Die grundlegende Voraussetzung des § 212a BAO, das Vorliegen einer Bescheidbeschwerde, von deren Erledigung unmittelbar oder mittelbar die Einhebung einer Abgabe abhängt, ist im vorliegenden Fall nicht erfüllt. Der Ablauf der Aussetzung der Einhebung war daher von der Abgabenbehörde nach Ergehen des Erkenntnisses vom zwingend zu verfügen und die gegen diesen Bescheid eingebrachte Beschwerde als unbegründet abzuweisen.

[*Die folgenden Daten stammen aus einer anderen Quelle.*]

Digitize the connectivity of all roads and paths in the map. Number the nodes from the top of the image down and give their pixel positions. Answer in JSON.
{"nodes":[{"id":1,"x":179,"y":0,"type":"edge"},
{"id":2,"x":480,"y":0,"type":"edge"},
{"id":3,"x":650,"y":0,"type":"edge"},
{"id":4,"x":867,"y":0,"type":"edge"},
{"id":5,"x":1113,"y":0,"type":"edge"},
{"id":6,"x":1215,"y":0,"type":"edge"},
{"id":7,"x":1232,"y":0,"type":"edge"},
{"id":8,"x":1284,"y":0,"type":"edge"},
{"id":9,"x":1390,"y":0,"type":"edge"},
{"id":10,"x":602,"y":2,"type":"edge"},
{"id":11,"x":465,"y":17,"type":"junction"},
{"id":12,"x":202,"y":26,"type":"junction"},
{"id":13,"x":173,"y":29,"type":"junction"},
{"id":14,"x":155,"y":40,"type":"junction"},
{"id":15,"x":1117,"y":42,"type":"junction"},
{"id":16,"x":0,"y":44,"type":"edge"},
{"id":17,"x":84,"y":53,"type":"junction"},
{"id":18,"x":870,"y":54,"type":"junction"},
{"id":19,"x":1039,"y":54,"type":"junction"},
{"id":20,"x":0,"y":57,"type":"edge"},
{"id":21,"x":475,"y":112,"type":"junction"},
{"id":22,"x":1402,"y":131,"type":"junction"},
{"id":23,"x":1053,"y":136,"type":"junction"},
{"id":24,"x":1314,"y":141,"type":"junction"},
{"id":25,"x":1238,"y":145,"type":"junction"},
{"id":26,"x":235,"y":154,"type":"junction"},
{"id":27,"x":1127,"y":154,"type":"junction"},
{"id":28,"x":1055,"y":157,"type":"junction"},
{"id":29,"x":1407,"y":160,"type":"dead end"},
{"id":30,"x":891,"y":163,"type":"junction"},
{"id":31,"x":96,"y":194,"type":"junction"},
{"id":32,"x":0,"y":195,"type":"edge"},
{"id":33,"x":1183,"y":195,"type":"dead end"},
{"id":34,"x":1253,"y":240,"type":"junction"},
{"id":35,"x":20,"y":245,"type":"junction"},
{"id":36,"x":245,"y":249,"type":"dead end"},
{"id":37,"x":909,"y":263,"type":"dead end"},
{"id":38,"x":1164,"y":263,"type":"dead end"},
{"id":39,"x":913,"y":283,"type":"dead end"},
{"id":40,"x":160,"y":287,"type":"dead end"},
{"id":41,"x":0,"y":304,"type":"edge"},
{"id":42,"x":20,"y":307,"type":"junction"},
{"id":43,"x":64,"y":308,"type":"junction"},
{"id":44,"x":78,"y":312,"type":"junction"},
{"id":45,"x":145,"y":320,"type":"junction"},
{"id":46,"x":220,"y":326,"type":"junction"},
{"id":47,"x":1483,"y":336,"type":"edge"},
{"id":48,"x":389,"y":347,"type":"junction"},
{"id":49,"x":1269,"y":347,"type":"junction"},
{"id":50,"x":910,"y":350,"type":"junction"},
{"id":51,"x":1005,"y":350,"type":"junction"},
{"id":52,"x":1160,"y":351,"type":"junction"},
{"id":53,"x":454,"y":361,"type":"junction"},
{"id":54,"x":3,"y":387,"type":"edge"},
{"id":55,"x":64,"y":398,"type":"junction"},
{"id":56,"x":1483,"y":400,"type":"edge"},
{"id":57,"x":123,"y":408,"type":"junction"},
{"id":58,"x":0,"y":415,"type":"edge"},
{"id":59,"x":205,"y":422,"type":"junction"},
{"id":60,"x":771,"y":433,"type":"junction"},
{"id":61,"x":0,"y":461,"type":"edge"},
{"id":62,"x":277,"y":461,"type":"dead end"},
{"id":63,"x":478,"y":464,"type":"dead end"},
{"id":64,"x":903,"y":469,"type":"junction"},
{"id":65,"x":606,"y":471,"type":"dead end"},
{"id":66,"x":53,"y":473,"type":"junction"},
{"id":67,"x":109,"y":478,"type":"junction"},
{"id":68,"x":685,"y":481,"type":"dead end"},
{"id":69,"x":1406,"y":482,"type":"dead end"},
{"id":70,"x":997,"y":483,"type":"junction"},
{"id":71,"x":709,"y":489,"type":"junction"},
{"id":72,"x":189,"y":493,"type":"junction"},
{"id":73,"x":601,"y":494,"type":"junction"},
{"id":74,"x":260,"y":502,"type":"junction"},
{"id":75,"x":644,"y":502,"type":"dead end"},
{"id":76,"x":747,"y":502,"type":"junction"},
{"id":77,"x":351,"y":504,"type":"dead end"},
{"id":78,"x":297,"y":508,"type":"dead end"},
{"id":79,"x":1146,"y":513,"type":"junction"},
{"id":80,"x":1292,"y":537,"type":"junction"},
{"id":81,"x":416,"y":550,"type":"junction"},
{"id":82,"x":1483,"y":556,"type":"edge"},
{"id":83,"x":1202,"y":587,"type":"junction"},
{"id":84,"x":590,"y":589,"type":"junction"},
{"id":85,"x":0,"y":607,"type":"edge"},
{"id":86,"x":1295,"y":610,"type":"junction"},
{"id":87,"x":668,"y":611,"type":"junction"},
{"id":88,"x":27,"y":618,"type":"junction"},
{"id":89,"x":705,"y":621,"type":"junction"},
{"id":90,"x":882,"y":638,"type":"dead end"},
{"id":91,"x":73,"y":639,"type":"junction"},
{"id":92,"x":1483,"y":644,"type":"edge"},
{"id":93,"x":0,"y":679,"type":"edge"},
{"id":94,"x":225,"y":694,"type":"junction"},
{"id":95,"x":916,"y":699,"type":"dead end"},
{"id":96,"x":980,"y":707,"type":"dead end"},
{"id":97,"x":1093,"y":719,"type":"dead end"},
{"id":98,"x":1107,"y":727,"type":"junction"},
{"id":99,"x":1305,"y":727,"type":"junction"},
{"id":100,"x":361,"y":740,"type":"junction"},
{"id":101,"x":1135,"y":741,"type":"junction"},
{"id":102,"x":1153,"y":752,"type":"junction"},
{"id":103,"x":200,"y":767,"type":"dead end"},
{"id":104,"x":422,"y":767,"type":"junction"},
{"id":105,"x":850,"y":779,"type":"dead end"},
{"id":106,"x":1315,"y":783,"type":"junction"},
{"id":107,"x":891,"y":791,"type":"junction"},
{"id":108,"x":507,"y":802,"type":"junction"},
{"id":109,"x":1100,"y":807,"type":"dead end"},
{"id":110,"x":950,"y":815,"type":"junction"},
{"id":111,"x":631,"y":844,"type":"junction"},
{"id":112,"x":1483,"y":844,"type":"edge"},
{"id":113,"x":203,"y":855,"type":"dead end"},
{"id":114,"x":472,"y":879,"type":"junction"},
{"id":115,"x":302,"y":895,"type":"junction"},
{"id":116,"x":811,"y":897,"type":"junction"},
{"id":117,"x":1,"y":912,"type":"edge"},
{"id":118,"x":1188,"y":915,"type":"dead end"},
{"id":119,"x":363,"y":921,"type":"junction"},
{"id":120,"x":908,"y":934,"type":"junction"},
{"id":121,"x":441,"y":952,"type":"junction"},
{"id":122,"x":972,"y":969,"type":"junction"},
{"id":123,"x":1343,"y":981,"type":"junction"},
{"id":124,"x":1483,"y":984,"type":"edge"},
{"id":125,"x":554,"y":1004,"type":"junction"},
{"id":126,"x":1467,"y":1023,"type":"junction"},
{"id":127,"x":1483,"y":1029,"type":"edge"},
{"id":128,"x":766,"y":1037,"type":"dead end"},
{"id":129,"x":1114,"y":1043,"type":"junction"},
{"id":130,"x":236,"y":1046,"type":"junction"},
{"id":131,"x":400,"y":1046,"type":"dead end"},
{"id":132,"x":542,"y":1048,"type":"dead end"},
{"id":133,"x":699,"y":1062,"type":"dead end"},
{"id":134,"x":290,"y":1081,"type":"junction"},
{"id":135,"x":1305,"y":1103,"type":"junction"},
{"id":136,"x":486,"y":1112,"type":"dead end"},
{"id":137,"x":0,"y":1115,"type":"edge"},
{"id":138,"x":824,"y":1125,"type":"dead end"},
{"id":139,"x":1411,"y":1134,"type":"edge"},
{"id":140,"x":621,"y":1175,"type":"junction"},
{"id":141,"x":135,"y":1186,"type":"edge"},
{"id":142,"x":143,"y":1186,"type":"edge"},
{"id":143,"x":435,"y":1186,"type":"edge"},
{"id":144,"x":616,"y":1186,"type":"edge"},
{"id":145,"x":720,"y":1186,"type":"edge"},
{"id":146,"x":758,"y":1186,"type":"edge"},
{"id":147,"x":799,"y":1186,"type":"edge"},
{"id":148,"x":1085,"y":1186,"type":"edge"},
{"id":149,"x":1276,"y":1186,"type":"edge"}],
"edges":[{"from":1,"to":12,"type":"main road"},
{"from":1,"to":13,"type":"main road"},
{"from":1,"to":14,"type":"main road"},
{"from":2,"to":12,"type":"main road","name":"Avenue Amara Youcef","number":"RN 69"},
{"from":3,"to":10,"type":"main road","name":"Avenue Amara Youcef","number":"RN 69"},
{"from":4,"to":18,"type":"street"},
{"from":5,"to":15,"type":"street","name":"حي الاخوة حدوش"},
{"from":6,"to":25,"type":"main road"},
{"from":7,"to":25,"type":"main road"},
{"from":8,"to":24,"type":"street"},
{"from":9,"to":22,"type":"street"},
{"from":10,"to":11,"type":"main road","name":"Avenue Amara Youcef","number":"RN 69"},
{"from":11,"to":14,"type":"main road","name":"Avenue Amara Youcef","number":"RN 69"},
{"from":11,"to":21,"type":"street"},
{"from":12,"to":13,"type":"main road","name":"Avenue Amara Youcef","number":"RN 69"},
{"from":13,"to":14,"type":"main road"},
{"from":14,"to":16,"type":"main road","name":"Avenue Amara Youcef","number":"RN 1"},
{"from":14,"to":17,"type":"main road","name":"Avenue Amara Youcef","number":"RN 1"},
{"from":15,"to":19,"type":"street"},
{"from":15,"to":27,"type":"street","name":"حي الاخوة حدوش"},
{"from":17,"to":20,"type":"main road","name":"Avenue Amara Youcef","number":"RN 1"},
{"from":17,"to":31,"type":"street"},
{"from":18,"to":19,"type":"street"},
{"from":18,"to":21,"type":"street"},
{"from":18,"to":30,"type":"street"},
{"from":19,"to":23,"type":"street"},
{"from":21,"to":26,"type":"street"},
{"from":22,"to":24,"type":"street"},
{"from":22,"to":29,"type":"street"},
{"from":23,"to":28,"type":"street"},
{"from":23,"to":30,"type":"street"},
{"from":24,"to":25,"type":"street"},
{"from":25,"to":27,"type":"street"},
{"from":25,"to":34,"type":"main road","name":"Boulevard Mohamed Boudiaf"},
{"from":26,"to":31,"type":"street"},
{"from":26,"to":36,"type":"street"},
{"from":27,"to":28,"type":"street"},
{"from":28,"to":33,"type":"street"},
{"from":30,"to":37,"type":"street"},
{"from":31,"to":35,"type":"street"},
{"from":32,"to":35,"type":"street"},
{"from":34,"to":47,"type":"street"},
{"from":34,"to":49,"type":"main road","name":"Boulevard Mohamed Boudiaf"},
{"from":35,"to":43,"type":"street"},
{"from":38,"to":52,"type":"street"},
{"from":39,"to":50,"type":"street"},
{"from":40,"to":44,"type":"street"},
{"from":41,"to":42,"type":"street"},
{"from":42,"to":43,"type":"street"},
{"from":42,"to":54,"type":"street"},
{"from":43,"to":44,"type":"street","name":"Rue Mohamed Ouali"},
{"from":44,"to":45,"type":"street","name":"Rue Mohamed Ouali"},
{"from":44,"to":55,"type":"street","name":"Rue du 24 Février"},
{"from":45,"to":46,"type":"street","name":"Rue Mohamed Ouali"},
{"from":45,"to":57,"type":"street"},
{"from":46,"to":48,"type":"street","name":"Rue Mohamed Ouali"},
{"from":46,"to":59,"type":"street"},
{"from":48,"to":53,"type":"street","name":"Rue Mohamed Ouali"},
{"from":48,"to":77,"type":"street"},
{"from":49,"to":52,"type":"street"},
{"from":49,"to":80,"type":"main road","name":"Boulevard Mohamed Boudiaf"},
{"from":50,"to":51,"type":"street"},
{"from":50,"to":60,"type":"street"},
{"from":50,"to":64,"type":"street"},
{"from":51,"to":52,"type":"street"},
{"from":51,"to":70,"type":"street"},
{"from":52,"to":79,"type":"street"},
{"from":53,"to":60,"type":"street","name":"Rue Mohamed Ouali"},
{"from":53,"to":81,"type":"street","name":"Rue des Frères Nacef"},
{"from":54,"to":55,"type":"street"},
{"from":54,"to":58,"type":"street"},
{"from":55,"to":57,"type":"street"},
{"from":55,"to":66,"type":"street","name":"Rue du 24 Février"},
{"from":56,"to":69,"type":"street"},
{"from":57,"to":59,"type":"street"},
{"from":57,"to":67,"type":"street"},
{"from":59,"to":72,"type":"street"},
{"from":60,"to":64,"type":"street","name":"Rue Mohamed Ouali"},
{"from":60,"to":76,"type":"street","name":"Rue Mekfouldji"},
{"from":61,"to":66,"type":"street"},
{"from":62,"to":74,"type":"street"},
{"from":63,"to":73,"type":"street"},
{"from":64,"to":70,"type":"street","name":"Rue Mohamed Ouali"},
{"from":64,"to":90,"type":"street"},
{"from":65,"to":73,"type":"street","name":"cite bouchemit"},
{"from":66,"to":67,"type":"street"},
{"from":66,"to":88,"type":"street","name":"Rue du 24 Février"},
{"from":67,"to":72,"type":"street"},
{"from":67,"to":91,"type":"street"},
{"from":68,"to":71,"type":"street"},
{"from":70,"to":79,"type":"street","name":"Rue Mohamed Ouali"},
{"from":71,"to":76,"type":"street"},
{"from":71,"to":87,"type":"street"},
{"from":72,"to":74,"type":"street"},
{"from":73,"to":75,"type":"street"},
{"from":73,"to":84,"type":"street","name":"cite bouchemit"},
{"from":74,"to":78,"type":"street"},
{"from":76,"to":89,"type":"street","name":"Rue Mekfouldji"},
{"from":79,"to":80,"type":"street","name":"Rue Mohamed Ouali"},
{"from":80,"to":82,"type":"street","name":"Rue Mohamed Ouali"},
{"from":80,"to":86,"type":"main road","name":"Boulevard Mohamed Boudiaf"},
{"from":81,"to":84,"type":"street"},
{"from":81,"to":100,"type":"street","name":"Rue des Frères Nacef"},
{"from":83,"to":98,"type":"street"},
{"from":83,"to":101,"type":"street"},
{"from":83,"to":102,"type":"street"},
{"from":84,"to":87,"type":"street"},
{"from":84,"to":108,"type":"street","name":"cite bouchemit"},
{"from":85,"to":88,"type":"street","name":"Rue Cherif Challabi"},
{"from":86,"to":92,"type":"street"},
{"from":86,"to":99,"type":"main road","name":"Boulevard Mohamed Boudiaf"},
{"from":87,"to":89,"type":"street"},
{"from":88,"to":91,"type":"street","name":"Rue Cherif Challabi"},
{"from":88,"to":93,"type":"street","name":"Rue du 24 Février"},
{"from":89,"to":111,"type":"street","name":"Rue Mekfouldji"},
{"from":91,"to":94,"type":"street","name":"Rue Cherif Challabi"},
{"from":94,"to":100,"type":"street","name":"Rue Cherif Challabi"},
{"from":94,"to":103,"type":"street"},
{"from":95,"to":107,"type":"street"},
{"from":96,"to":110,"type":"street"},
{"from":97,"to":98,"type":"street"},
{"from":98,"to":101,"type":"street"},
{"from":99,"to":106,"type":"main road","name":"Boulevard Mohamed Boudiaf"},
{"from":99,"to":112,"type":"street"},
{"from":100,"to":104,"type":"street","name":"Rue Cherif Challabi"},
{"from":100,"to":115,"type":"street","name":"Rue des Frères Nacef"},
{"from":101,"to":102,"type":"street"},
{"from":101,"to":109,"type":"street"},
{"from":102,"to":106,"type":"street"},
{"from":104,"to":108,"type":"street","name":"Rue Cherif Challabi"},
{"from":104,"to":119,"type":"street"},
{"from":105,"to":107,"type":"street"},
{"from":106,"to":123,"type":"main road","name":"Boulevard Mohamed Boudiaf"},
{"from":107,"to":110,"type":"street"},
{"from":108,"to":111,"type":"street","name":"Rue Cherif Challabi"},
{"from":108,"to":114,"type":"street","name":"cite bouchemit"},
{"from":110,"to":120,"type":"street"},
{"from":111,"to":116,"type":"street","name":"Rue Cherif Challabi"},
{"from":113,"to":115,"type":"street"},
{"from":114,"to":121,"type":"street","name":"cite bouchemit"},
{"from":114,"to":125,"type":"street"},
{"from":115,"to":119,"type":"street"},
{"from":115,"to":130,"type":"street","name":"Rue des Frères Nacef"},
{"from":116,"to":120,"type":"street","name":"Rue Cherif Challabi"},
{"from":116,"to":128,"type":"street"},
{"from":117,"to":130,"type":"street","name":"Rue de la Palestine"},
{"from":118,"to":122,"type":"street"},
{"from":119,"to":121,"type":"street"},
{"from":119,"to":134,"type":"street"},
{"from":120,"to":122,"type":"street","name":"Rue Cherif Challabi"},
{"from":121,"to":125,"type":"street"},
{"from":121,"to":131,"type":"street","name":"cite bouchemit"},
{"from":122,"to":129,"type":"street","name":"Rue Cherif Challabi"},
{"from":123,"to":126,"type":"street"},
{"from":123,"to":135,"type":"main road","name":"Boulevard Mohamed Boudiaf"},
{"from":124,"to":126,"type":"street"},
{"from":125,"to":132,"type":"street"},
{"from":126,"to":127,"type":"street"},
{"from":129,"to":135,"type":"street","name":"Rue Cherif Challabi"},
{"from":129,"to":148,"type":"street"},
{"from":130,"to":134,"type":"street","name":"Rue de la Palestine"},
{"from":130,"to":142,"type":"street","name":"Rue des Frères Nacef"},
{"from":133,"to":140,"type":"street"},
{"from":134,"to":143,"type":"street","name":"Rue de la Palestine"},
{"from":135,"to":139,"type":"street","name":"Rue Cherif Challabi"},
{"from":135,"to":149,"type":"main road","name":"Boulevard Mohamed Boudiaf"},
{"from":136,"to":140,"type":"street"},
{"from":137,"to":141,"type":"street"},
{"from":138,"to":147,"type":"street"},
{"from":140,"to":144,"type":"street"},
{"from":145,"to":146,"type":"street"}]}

Zulässigkeit einer Revision

Gegen ein Erkenntnis des Bundesfinanzgerichtes ist die Revision zulässig, wenn sie von der Lösung einer Rechtsfrage abhängt, der grundsätzliche Bedeutung zukommt, insbesondere weil das Erkenntnis von der Rechtsprechung des Verwaltungsgerichts­hofes abweicht, eine solche Rechtsprechung fehlt oder die zu lösende Rechtsfrage in der bisherigen Rechtsprechung des Verwaltungsgerichtshofes nicht einheitlich beantwortet wird.

Die Rechtsfrage, ob der Revision gegen ein Erkenntnis des Bundesfinanzgerichtes eine aufschiebende Wirkung im Sinne des § 212a BAO zukommen kann, ist nach dem Wortlaut des Gesetztes eindeutig zu verneinen.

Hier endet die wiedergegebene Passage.